◆ **PROBLEM**: Below are the entries to retype; reproduce each one exactly.

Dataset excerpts
^^^^
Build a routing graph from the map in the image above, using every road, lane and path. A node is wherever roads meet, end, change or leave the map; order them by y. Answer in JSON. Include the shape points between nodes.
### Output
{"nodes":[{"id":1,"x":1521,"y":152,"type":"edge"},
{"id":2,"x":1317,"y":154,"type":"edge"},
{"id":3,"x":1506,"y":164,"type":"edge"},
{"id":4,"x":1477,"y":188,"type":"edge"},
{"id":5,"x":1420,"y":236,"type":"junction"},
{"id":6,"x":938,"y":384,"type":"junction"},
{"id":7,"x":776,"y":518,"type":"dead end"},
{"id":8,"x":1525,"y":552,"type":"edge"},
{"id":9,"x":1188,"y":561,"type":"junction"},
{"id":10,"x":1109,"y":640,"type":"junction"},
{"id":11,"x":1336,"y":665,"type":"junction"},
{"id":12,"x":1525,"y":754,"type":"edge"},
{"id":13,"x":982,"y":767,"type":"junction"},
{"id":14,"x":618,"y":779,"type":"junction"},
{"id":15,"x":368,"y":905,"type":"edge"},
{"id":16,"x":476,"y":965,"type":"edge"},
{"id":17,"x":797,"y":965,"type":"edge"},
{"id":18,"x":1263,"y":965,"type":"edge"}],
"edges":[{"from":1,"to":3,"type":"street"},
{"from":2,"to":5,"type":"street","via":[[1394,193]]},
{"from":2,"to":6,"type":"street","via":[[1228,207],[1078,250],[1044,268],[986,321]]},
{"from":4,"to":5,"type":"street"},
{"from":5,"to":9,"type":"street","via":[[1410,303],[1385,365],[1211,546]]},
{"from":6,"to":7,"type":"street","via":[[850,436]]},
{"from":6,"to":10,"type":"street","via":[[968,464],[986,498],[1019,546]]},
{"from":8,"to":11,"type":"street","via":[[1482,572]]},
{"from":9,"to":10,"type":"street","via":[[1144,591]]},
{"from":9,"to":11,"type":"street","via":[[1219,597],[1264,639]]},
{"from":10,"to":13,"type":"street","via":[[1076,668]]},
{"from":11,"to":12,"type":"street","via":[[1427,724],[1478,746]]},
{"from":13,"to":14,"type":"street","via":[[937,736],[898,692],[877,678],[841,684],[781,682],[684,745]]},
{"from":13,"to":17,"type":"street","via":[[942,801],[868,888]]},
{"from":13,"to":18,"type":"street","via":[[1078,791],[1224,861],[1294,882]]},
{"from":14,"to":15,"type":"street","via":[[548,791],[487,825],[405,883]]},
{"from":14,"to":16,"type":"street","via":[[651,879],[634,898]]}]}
^^^^
◆ **RESULT**:
Build a routing graph from the map in the image above, using every road, lane and path. A node is wherever roads meet, end, change or leave the map; order them by y. Answer in JSON. Include the shape points between nodes.
### Output
{"nodes":[{"id":1,"x":1521,"y":152,"type":"edge"},
{"id":2,"x":1317,"y":154,"type":"edge"},
{"id":3,"x":1506,"y":164,"type":"edge"},
{"id":4,"x":1477,"y":188,"type":"edge"},
{"id":5,"x":1420,"y":236,"type":"junction"},
{"id":6,"x":938,"y":384,"type":"junction"},
{"id":7,"x":776,"y":518,"type":"dead end"},
{"id":8,"x":1525,"y":552,"type":"edge"},
{"id":9,"x":1188,"y":561,"type":"junction"},
{"id":10,"x":1109,"y":640,"type":"junction"},
{"id":11,"x":1336,"y":665,"type":"junction"},
{"id":12,"x":1525,"y":754,"type":"edge"},
{"id":13,"x":982,"y":767,"type":"junction"},
{"id":14,"x":618,"y":779,"type":"junction"},
{"id":15,"x":368,"y":905,"type":"edge"},
{"id":16,"x":476,"y":965,"type":"edge"},
{"id":17,"x":797,"y":965,"type":"edge"},
{"id":18,"x":1263,"y":965,"type":"edge"}],
"edges":[{"from":1,"to":3,"type":"street"},
{"from":2,"to":5,"type":"street","via":[[1394,193]]},
{"from":2,"to":6,"type":"street","via":[[1228,207],[1078,250],[1044,268],[986,321]]},
{"from":4,"to":5,"type":"street"},
{"from":5,"to":9,"type":"street","via":[[1410,303],[1385,365],[1211,546]]},
{"from":6,"to":7,"type":"street","via":[[850,436]]},
{"from":6,"to":10,"type":"street","via":[[968,464],[986,498],[1019,546]]},
{"from":8,"to":11,"type":"street","via":[[1482,572]]},
{"from":9,"to":10,"type":"street","via":[[1144,591]]},
{"from":9,"to":11,"type":"street","via":[[1219,597],[1264,639]]},
{"from":10,"to":13,"type":"street","via":[[1076,668]]},
{"from":11,"to":12,"type":"street","via":[[1427,724],[1478,746]]},
{"from":13,"to":14,"type":"street","via":[[937,736],[898,692],[877,678],[841,684],[781,682],[684,745]]},
{"from":13,"to":17,"type":"street","via":[[942,801],[868,888]]},
{"from":13,"to":18,"type":"street","via":[[1078,791],[1224,861],[1294,882]]},
{"from":14,"to":15,"type":"street","via":[[548,791],[487,825],[405,883]]},
{"from":14,"to":16,"type":"street","via":[[651,879],[634,898]]}]}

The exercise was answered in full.